George did the honours of the place with a princely
air to Jos and Dobbin; and Amelia, for the first time,
and with exceeding shyness and timidity, presided at
what George called her own table.
George pooh-poohed the wine and bullied the waiters
royally, and Jos gobbled the turtle with immense satisfaction.
Dobbin helped him to it; for the lady of the house,
before whom the tureen was placed, was so ignorant
of the contents, that she was going to help Mr. Sedley
without bestowing upon him either calipash or calipee.
The splendour of the entertainment, and the apartments
in which it was given, alarmed Mr. Dobbin, who remonstrated
after dinner, when Jos was asleep in the great chair.
But in vain he cried out against the enormity of
turtle and champagne that was fit for an archbishop.

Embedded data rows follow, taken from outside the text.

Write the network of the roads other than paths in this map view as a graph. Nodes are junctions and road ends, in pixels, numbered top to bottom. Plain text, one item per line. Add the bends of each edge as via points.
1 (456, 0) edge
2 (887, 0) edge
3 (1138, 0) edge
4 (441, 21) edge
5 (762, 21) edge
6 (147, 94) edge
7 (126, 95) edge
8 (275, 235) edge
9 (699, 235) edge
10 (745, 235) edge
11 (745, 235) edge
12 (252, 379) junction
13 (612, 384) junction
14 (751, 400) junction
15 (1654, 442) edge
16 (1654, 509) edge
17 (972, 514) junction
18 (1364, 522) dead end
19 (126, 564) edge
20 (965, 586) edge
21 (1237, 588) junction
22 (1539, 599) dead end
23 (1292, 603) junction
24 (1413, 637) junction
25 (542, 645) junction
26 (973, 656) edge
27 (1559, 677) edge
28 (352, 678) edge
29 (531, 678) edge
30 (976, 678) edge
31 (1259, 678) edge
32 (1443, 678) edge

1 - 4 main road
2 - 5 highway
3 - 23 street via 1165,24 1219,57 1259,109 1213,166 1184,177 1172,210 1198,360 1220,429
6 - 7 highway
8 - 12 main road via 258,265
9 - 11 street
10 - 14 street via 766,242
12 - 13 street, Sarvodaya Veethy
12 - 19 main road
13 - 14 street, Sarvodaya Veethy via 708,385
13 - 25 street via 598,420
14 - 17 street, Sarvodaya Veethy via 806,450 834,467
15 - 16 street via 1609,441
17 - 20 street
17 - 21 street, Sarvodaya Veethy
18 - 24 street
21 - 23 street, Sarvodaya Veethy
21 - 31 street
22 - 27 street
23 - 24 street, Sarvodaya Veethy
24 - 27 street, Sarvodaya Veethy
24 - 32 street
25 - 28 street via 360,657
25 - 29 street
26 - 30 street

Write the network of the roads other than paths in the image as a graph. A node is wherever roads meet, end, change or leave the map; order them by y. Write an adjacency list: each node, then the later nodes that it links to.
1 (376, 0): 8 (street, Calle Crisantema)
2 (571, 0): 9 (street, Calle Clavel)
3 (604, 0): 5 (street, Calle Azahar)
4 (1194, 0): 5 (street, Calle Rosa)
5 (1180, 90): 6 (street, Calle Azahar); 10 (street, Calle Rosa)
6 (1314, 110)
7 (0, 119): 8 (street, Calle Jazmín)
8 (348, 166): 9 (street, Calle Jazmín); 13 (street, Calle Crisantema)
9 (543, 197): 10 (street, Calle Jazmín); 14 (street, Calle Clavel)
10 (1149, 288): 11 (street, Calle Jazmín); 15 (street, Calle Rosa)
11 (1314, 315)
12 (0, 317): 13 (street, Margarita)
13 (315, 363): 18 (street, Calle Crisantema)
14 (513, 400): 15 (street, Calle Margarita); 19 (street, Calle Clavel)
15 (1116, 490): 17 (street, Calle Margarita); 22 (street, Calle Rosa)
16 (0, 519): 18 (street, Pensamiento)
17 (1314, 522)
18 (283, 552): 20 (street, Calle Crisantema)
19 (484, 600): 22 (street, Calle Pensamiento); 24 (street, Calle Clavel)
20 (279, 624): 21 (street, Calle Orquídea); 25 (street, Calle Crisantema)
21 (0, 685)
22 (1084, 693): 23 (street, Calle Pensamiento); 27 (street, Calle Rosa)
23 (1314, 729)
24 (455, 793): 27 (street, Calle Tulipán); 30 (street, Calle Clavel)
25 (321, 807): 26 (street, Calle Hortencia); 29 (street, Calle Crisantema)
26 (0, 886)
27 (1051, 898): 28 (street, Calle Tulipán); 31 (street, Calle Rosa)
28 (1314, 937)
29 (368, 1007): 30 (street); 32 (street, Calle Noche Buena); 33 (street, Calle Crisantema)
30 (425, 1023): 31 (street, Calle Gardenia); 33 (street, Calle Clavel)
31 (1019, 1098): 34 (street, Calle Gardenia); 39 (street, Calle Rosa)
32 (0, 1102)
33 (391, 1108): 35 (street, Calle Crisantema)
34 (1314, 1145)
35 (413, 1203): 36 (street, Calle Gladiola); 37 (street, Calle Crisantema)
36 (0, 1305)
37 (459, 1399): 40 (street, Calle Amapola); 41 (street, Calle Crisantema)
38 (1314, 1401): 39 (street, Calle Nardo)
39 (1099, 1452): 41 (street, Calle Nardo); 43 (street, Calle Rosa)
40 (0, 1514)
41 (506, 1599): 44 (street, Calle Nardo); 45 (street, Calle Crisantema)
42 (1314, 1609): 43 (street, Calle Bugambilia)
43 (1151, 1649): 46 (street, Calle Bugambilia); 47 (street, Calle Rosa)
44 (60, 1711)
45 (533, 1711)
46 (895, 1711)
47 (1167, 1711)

“I’ve always been accustomed to travel
like a gentleman,” George said, “and,
damme, my wife shall travel like a lady. As long
as there’s a shot in the locker, she shall want
for nothing,” said the generous fellow, quite
pleased with himself for his magnificence of spirit.
Nor did Dobbin try and convince him that Amelia’s
happiness was not centred in turtle-soup.
A while after dinner, Amelia timidly expressed a wish
to go and see her mamma, at Fulham: which permission
George granted her with some grumbling. And
she tripped away to her enormous bedroom, in the centre
of which stood the enormous funereal bed, “that
the Emperor Halixander’s sister slep in when
the allied sufferings was here,” and put on
her little bonnet and shawl with the utmost eagerness
and pleasure. George was still drinking claret
when she returned to the dining-room, and made no
signs of moving. “Ar’n’t you
coming with me, dearest?” she asked him.
No; the “dearest” had “business”
that night. His man should get her a coach and
go with her. And the coach being at the door
of the hotel, Amelia made George a little disappointed
curtsey after looking vainly into his face once or
twice, and went sadly down the great staircase, Captain
Dobbin after, who handed her into the vehicle, and
saw it drive away to its destination. The very
valet was ashamed of mentioning the address to the
hackney-coachman before the hotel waiters, and promised
to instruct him when they got further on.